Please copy each line below that contains the word "Kothnur".
###
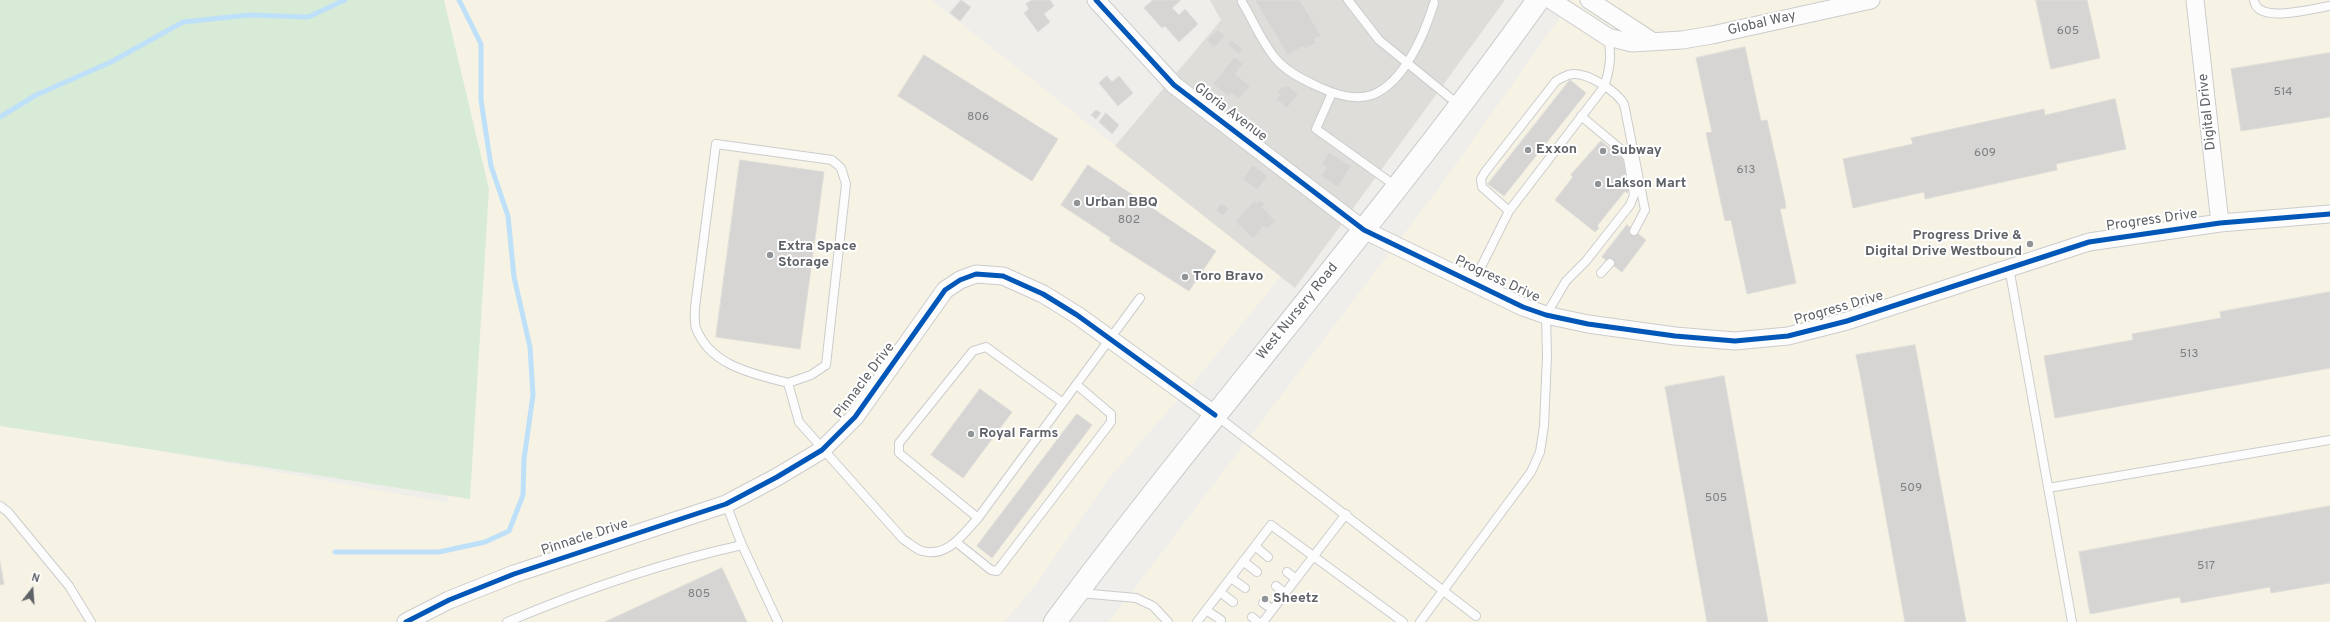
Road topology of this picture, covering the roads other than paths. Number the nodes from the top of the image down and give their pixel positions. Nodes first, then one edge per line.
1 (1096, 0) edge
2 (1348, 0) edge
3 (1538, 0) edge
4 (1551, 0) edge
5 (1589, 0) edge
6 (1871, 0) edge
7 (2196, 0) edge
8 (2254, 0) edge
9 (1242, 2) dead end
10 (1434, 2) dead end
11 (2330, 6) edge
12 (1608, 37) junction
13 (1652, 41) junction
14 (1407, 62) junction
15 (1604, 87) junction
16 (1332, 93) junction
17 (1460, 105) junction
18 (1581, 116) junction
19 (1397, 187) junction
20 (1509, 211) junction
21 (2330, 214) edge
22 (2220, 223) junction
23 (1364, 230) junction
24 (1634, 231) dead end
25 (1610, 263) dead end
26 (2009, 268) junction
27 (1601, 273) dead end
28 (1473, 283) junction
29 (1140, 298) dead end
30 (1546, 315) junction
31 (1111, 339) junction
32 (788, 384) junction
33 (1077, 385) junction
34 (1063, 403) junction
35 (1215, 415) junction
36 (2330, 440) edge
37 (822, 450) junction
38 (2048, 488) junction
39 (726, 504) junction
40 (0, 506) edge
41 (1346, 514) junction
42 (978, 518) junction
43 (956, 542) junction
44 (742, 545) junction
45 (1255, 546) junction
46 (1268, 557) dead end
47 (1313, 557) junction
48 (1243, 561) junction
49 (1257, 572) dead end
50 (1287, 572) dead end
51 (1230, 578) junction
52 (1296, 579) junction
53 (1276, 586) dead end
54 (1245, 588) dead end
55 (1444, 590) junction
56 (1220, 592) junction
57 (1077, 593) junction
58 (1285, 593) junction
59 (1234, 602) dead end
60 (1263, 603) dead end
61 (1272, 609) junction
62 (1206, 610) junction
63 (1476, 616) dead end
64 (1221, 620) dead end
65 (91, 622) edge
66 (406, 622) edge
67 (507, 622) edge
68 (778, 622) edge
69 (1056, 622) edge
70 (1168, 622) edge
71 (1197, 622) edge
72 (1262, 622) edge
73 (1402, 622) edge
74 (1420, 622) edge
75 (2072, 622) edge

1 - 23 street, Gloria Avenue
2 - 14 lane
3 - 17 main road, West Nursery Road
4 - 12 street, Global Way
5 - 13 street
6 - 13 street, Global Way
7 - 22 street, Digital Drive
8 - 11 lane
9 - 16 lane
10 - 14 lane
12 - 13 street, Global Way
12 - 15 lane
14 - 16 lane
14 - 17 lane
15 - 18 lane
15 - 20 lane
15 - 24 lane
16 - 19 lane
17 - 19 main road, West Nursery Road
18 - 20 lane
18 - 30 lane
19 - 23 main road, West Nursery Road
20 - 28 lane
21 - 22 street, Progress Drive
22 - 26 street, Progress Drive
23 - 28 street, Progress Drive
23 - 35 main road, West Nursery Road
25 - 27 lane
26 - 30 street, Progress Drive
26 - 38 lane
28 - 30 street, Progress Drive
29 - 31 lane
30 - 55 lane
31 - 33 lane
31 - 35 street, Pinnacle Drive
31 - 37 street, Pinnacle Drive
32 - 32 lane
32 - 37 lane
33 - 34 lane
33 - 43 lane
34 - 42 lane
34 - 42 lane
35 - 41 lane
35 - 57 main road, West Nursery Road
36 - 38 lane
37 - 39 street, Pinnacle Drive
37 - 43 lane
38 - 75 lane
39 - 44 lane
39 - 66 street, Pinnacle Drive
40 - 65 lane
41 - 47 lane
41 - 55 lane
42 - 43 lane
44 - 67 lane
44 - 68 lane
45 - 46 lane
45 - 47 lane
45 - 48 lane
47 - 52 lane
47 - 73 lane
48 - 49 lane
48 - 51 lane
50 - 52 lane
51 - 54 lane
51 - 56 lane
52 - 58 lane
53 - 58 lane
55 - 63 lane
55 - 74 lane
56 - 59 lane
56 - 62 lane
57 - 69 main road, West Nursery Road
57 - 70 lane
58 - 61 lane
60 - 61 lane
61 - 72 lane
62 - 64 lane
62 - 71 lane

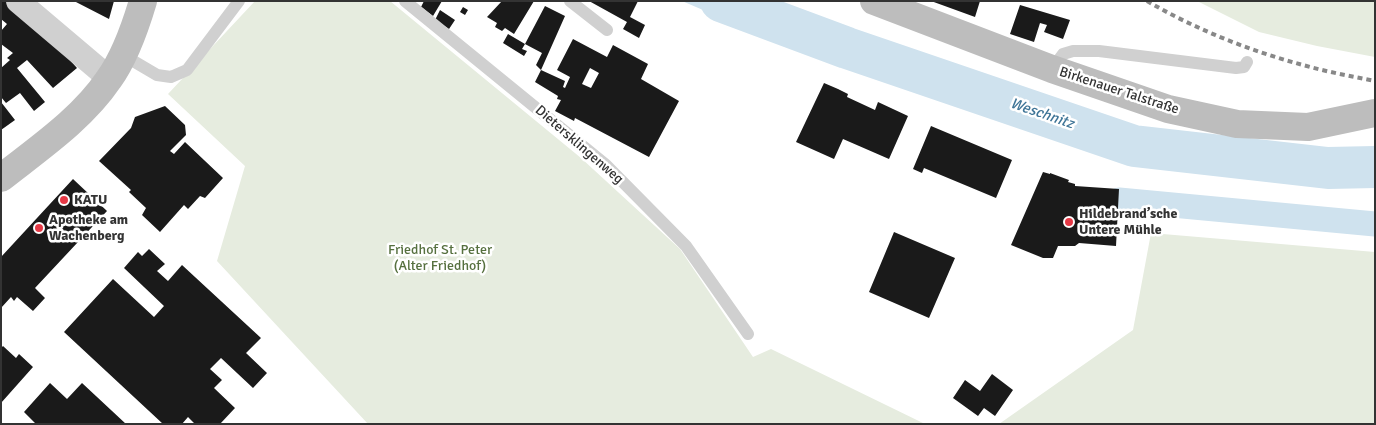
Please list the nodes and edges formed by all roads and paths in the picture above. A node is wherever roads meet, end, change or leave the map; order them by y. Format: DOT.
graph roads {
  1 [pos="18,1"];
  2 [pos="142,1"];
  3 [pos="239,1"];
  4 [pos="405,1"];
  5 [pos="570,1"];
  6 [pos="874,1"];
  7 [pos="607,30"];
  8 [pos="123,55"];
  9 [pos="1247,62"];
  10 [pos="1052,69"];
  11 [pos="110,79"];
  12 [pos="1375,113"];
  13 [pos="1,178"];
  14 [pos="748,334"];
  1 -- 11 [label="street"];
  2 -- 8 [label="main road"];
  3 -- 8 [label="lane"];
  4 -- 14 [label="lane, Dietersklingenweg"];
  5 -- 7 [label="lane"];
  6 -- 10 [label="main road, Birkenauer Talstraße"];
  8 -- 11 [label="main road"];
  9 -- 10 [label="lane"];
  10 -- 12 [label="main road, Birkenauer Talstraße"];
  11 -- 13 [label="main road"];
}
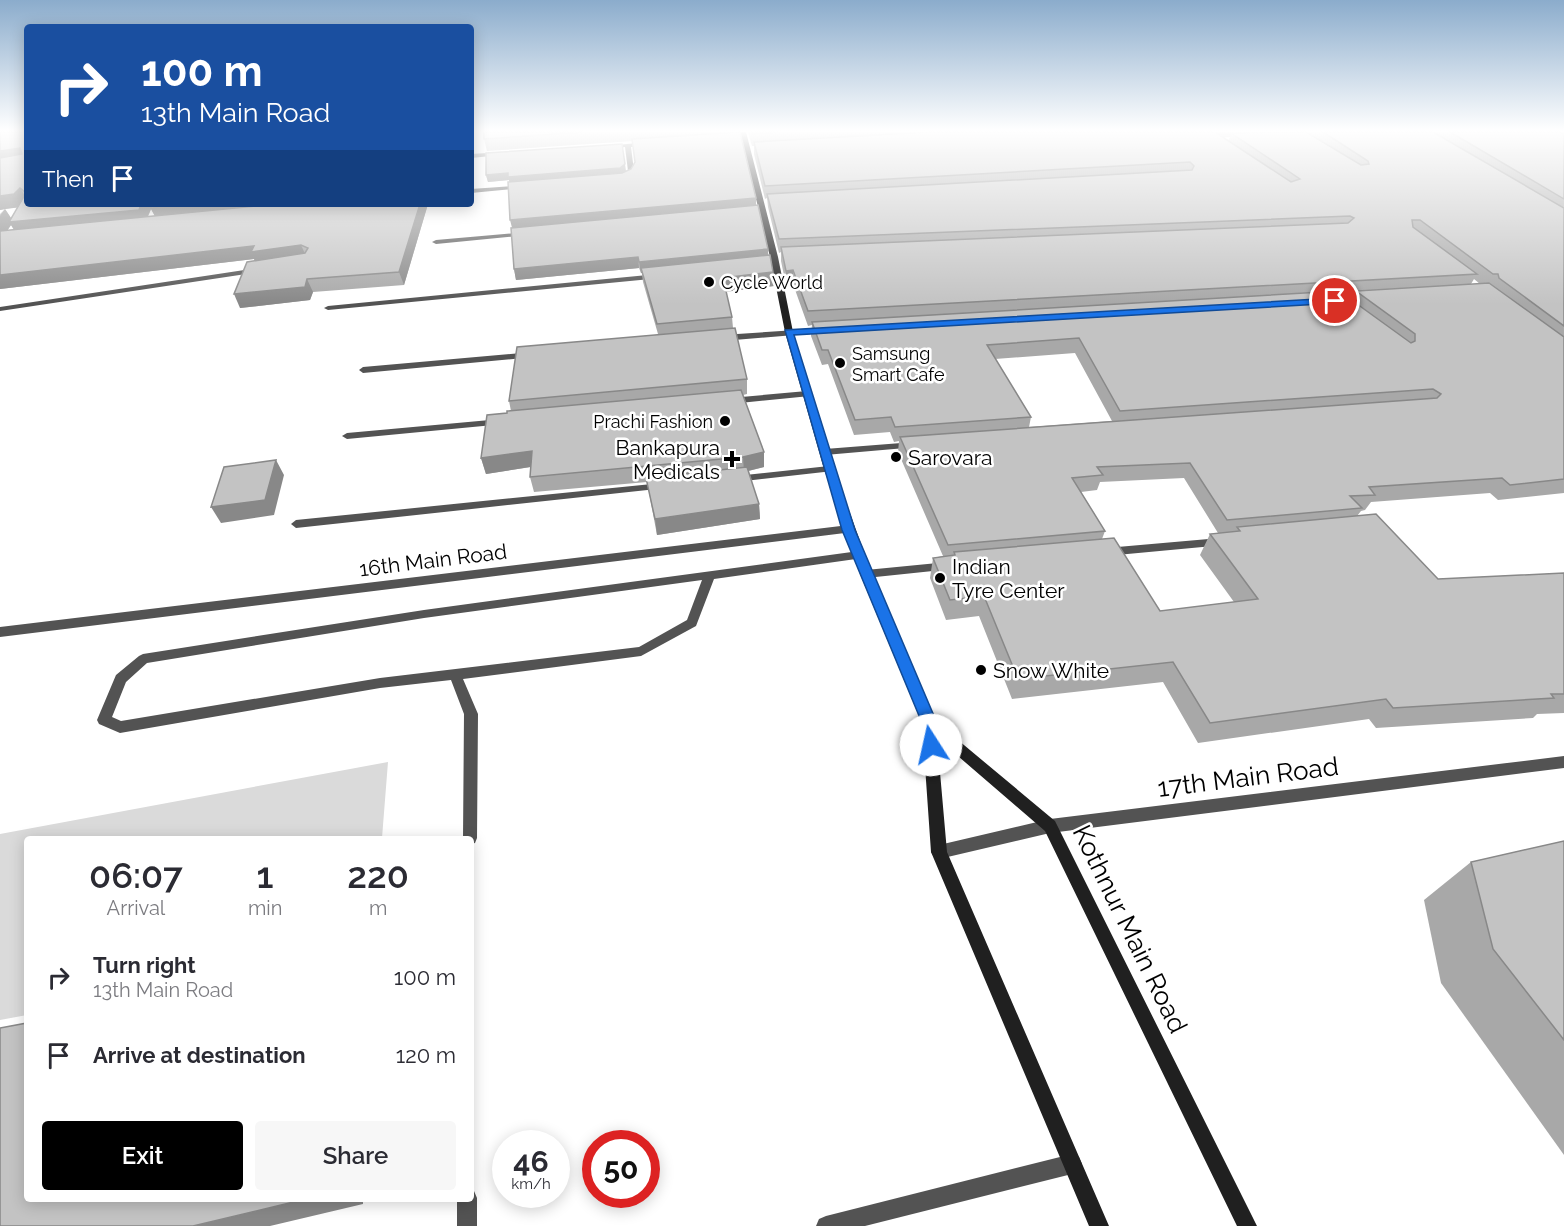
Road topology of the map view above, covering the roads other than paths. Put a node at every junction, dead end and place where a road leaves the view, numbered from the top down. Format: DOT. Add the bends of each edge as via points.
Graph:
graph roads {
  1 [pos="492,189"];
  2 [pos="759,189"];
  3 [pos="474,191"];
  4 [pos="774,202"];
  5 [pos="763,207"];
  6 [pos="752,213"];
  7 [pos="542,233"];
  8 [pos="436,242"];
  9 [pos="786,257"];
  10 [pos="775,261"];
  11 [pos="764,265"];
  12 [pos="272,268"];
  13 [pos="670,274"];
  14 [pos="328,308"];
  15 [pos="0,309"];
  16 [pos="836,330"];
  17 [pos="789,332"];
  18 [pos="706,340"];
  19 [pos="540,355"];
  20 [pos="363,370"];
  21 [pos="807,394"];
  22 [pos="714,403"];
  23 [pos="513,421"];
  24 [pos="347,436"];
  25 [pos="931,444"];
  26 [pos="825,452"];
  27 [pos="830,469"];
  28 [pos="723,480"];
  29 [pos="675,485"];
  30 [pos="296,524"];
  31 [pos="849,530"];
  32 [pos="1233,541"];
  33 [pos="1090,554"];
  34 [pos="859,555"];
  35 [pos="960,565"];
  36 [pos="866,574"];
  37 [pos="710,575"];
  38 [pos="0,632"];
  39 [pos="455,675"];
  40 [pos="929,723"];
  41 [pos="1564,762"];
  42 [pos="1050,826"];
  43 [pos="470,836"];
  44 [pos="939,852"];
  45 [pos="1072,1164"];
  46 [pos="467,1202"];
  47 [pos="467,1226"];
  48 [pos="826,1226"];
  49 [pos="1099,1226"];
  50 [pos="1247,1226"];
  1 -- 3 [label="street"];
  2 -- 5 [label="main road"];
  4 -- 5 [label="street"];
  5 -- 6 [label="street"];
  5 -- 10 [label="main road"];
  7 -- 8 [label="street"];
  9 -- 10 [label="street"];
  10 -- 11 [label="street"];
  10 -- 17 [label="main road"];
  12 -- 15 [label="street"];
  13 -- 14 [label="street"];
  16 -- 17 [label="street"];
  17 -- 18 [label="street"];
  17 -- 21 [label="main road"];
  19 -- 20 [label="street"];
  21 -- 22 [label="street"];
  21 -- 26 [label="main road"];
  23 -- 24 [label="street"];
  25 -- 26 [label="street"];
  26 -- 27 [label="main road"];
  27 -- 28 [label="street"];
  27 -- 31 [label="main road"];
  29 -- 30 [label="street"];
  31 -- 34 [label="main road"];
  31 -- 38 [label="street, 16th Main Road"];
  32 -- 33 [label="street"];
  34 -- 36 [label="main road"];
  34 -- 37 [label="street"];
  35 -- 36 [label="street"];
  36 -- 40 [label="main road"];
  37 -- 39 [label="street" via="692,623 641,651"];
  37 -- 39 [label="street" via="424,614 143,659 121,679 104,720 120,727 380,683"];
  39 -- 43 [label="street" via="471,714"];
  40 -- 42 [label="main road, Kothnur Main Road"];
  40 -- 44 [label="main road"];
  41 -- 42 [label="street, 17th Main Road"];
  42 -- 44 [label="street, 17th Main Road"];
  42 -- 50 [label="main road, Kothnur Main Road"];
  44 -- 45 [label="main road"];
  45 -- 48 [label="street"];
  45 -- 49 [label="main road"];
  46 -- 47 [label="street"];
}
###
Answer for this exercise
  40 -- 42 [label="main road, Kothnur Main Road"];
  42 -- 50 [label="main road, Kothnur Main Road"];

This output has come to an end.